GIVEN RECORDS:
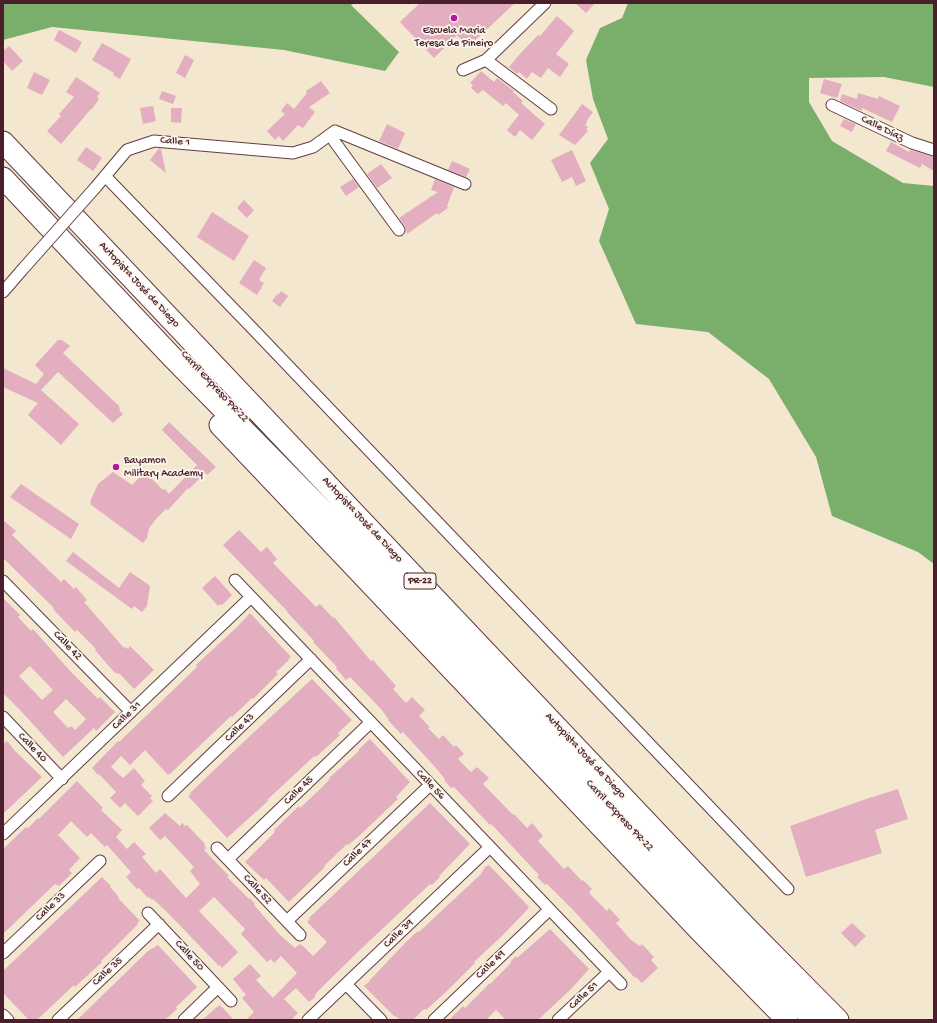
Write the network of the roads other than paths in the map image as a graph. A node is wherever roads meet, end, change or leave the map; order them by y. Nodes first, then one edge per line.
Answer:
1 (545, 3) edge
2 (486, 60) junction
3 (463, 70) dead end
4 (832, 105) dead end
5 (551, 109) dead end
6 (335, 131) junction
7 (3, 142) edge
8 (934, 150) edge
9 (3, 163) edge
10 (105, 176) junction
11 (3, 178) edge
12 (465, 184) dead end
13 (3, 197) edge
14 (399, 230) dead end
15 (3, 292) edge
16 (235, 580) dead end
17 (3, 581) edge
18 (251, 597) junction
19 (425, 611) junction
20 (311, 659) junction
21 (131, 712) junction
22 (3, 717) edge
23 (371, 722) junction
24 (62, 779) junction
25 (430, 785) junction
26 (168, 796) dead end
27 (3, 834) edge
28 (490, 847) junction
29 (217, 848) dead end
30 (228, 859) junction
31 (100, 861) dead end
32 (788, 889) dead end
33 (549, 910) junction
34 (148, 913) dead end
35 (287, 921) junction
36 (159, 924) junction
37 (300, 935) dead end
38 (3, 953) edge
39 (609, 972) junction
40 (346, 984) junction
41 (621, 984) dead end
42 (218, 987) junction
43 (231, 1001) dead end
44 (3, 1015) edge
45 (8, 1020) edge
46 (58, 1020) edge
47 (184, 1020) edge
48 (308, 1020) edge
49 (381, 1020) edge
50 (434, 1020) edge
51 (558, 1020) edge
52 (787, 1020) edge
53 (814, 1020) edge
54 (838, 1020) edge

1 - 2 street
2 - 3 street
2 - 5 street
4 - 8 street, Calle Díaz
6 - 10 street, Calle 1
6 - 12 street
6 - 14 street
7 - 54 highway, Autopista José de Diego / PR-22
9 - 19 highway, Carril Expreso PR-22
10 - 15 street, Calle 1, bridge
10 - 32 street
11 - 19 highway, Carril Expreso PR-22
13 - 52 highway
16 - 18 street, Calle 56
17 - 21 street, Calle 42
18 - 20 street, Calle 56
18 - 21 street, Calle 31
19 - 53 highway, Carril Expreso PR-22
20 - 23 street, Calle 56
20 - 26 street, Calle 43
21 - 24 street, Calle 31
22 - 24 street, Calle 40
23 - 25 street, Calle 56
23 - 30 street, Calle 45
24 - 27 street, Calle 31
25 - 28 street, Calle 56
25 - 35 street, Calle 47
28 - 33 street, Calle 56
28 - 40 street, Calle 39
29 - 30 street, Calle 52
30 - 35 street, Calle 52
31 - 38 street, Calle 33
33 - 39 street, Calle 56
33 - 50 street, Calle 49
34 - 36 street, Calle 50
35 - 37 street, Calle 52
36 - 42 street, Calle 50
36 - 46 street, Calle 35
39 - 41 street, Calle 56
39 - 51 street, Calle 51
40 - 48 street, Calle 39
40 - 49 street
42 - 43 street, Calle 50
42 - 47 street
44 - 45 street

YOUR TASK: Going through the listing above, please work out how many lines contain the word "Carril", and give the number alone.

PROBLEM SOLUTION: 3